Volunteer effort can also have a huge education impact. IT demonstrates to users the impact they are having and hopefully what walkers and other mountain users can do to help save the mountains.
Last but not least it is also good fun, and finishing a project or seeing vegetation returning to a once badly trampling area is very satisfying.
Where and how often do we meet?
Our “season” is February through to November every year. Workdays are usually every other Saturday or Sunday and details appear on programme. Workdays can change depending upon the weather or a particular project’s needs. Please check our programme first. We also notify all our volunteers by email. Add your name email us at contact us
Anyone who’s enthusiastic, willing to learn and is able to pitch in to their best ability - no experience necessary! The work can sometimes be strenuous, sometimes in remote upland places, and good health is important. We provide training in safety procedures, the use of hand tools and trail construction and maintenance techniques. But as a volunteer you can work as hard or take it as easy as you like.

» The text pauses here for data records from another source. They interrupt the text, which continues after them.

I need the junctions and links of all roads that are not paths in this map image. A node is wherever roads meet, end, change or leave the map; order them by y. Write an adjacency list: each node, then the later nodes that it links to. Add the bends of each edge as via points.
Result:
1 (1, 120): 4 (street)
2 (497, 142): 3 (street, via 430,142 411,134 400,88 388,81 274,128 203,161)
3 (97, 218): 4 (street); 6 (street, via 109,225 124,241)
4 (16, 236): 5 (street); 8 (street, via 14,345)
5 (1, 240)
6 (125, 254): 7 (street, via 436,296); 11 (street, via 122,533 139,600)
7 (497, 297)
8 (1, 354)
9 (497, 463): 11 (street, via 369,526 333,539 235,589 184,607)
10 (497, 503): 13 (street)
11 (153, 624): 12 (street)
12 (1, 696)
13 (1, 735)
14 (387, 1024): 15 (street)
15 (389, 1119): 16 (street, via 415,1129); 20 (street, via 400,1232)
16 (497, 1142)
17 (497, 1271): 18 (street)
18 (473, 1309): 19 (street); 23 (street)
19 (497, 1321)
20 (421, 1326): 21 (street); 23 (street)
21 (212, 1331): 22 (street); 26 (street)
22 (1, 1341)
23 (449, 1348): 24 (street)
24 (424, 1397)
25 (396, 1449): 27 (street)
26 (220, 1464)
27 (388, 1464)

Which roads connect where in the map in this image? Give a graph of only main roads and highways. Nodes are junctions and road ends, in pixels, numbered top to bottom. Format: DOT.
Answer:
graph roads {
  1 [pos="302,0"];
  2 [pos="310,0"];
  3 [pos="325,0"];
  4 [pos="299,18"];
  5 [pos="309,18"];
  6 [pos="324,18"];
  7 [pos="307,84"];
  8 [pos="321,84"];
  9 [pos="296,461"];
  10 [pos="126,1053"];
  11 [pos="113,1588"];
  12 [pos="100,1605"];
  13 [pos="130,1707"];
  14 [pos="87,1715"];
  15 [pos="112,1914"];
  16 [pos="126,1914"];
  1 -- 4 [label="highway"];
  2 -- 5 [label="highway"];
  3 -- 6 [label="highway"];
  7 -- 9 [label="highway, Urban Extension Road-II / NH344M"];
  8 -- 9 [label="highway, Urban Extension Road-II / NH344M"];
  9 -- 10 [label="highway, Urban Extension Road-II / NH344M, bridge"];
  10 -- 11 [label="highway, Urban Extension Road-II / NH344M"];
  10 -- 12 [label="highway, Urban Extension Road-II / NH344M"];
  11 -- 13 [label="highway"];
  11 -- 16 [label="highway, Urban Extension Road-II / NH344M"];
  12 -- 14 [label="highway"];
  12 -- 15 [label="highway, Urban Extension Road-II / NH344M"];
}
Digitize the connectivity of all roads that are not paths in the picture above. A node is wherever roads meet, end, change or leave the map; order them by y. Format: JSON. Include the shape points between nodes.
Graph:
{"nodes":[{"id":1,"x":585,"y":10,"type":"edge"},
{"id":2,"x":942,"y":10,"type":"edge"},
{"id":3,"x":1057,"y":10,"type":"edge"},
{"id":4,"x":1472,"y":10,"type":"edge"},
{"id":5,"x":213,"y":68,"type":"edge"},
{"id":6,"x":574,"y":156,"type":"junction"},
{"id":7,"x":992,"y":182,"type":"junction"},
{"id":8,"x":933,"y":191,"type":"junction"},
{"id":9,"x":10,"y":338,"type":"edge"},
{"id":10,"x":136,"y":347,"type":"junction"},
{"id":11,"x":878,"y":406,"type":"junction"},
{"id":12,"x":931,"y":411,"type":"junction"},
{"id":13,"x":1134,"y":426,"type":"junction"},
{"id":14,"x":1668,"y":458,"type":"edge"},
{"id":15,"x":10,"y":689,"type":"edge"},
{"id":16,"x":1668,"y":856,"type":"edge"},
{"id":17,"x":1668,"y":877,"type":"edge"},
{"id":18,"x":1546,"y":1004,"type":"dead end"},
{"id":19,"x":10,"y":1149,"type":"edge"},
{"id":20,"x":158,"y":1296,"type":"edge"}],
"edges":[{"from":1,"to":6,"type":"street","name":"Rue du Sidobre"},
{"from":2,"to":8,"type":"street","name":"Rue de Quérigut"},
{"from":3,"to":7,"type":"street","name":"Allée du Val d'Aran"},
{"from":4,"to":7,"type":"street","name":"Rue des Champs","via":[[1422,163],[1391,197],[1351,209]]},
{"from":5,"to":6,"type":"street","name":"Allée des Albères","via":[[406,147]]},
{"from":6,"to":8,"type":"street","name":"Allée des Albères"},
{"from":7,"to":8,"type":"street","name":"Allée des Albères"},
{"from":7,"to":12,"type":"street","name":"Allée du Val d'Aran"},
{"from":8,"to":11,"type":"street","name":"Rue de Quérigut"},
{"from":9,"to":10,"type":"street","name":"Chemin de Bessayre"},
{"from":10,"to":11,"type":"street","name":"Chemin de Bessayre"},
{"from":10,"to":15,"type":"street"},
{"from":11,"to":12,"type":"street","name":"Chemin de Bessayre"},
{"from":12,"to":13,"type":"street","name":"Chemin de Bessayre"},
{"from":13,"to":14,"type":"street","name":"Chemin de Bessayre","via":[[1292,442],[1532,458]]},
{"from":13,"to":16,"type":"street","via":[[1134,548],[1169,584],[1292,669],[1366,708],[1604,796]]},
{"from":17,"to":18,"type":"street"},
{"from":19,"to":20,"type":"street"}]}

Why do I pay a subscription?
The annual sub pays for necessary insurance cover, costs of running the organization and the cost of buying and replacing tools. We have no paid employees – All members give of their time for free.
What do I need to bring on a day out?
Mountain all-weather gear – fleeces, no denim jeans, waterproof over jacket, plenty of layers, hiking boots, gaiters; its best to wear old clothes to protect against the elements and the work can be dirty! Bring lunch and a hot drink. Work gloves and tools are provided.
How much time should I give?
The one in seven approach!!
But please – GET OUT, GET DIRTY, GIVE BACK
How much experience do I need?
NONE. We work hard to teach our volunteers the joy of trail maintenance. We hope by investing our time in teaching you trail maintenance you'll come back and join us again.
Where can I get your t shirts, fleeces etc.?
When you join get a MM pin with your membership card. We award fleeces and t shirts to our volunteers for work done. For more info email contact us. You can also buy our stuff fom our little store.
Can I Bring kids?
No sorry unfortunately we can only accept volunteers who are over 18 years of age.
May I leave early? Arrive late?
In general NO. We carry in the tools and out again so it is a little unfair to expect other to do this for you. Our crew leaders give a tool talk and its important that your there to here this important safety message. Our work day runs from10:30am - 4:30pm.
Can I bring my pets?
NO. Please do not bring any pets. We have found that pets can be a significant distraction to other volunteers and trail users and in some rare cases a safety hazard.
Can I bring a big group?
YES. But if your group is larger than 6 people, please contact us to make special arrangements. Email our secretary at contact us.
Do you still work in bad weather?
YES. Unless you are notified otherwise, our crew leaders will be waiting for you at the car park. If the bad weather continues through out the day we may go home early. It's a very democratic process. The crew leader will listen to the volunteers and call off the work party. You may leave early on your own if you like, but please notify your crew leader if you are leaving and sign out.
Should I bring my own tools?
NO. Meitheal provides all the tools you need. The only tools of your own that you might consider bringing would be gloves. Our safety tool talk includes a comprehensive discussion of the safe usage of each tool. We can not permit anyone to bring and use a tool not covered in our safety lecture.
Can I bring my chainsaw?
NO. Volunteers and power tools are a bad mix. Furthermore a special certification is required from land managers like Coillte and the NPWS before anyone is allowed to use a chainsaw on their land. Any felling of trees will be taken care of by the land manager's hired personnel.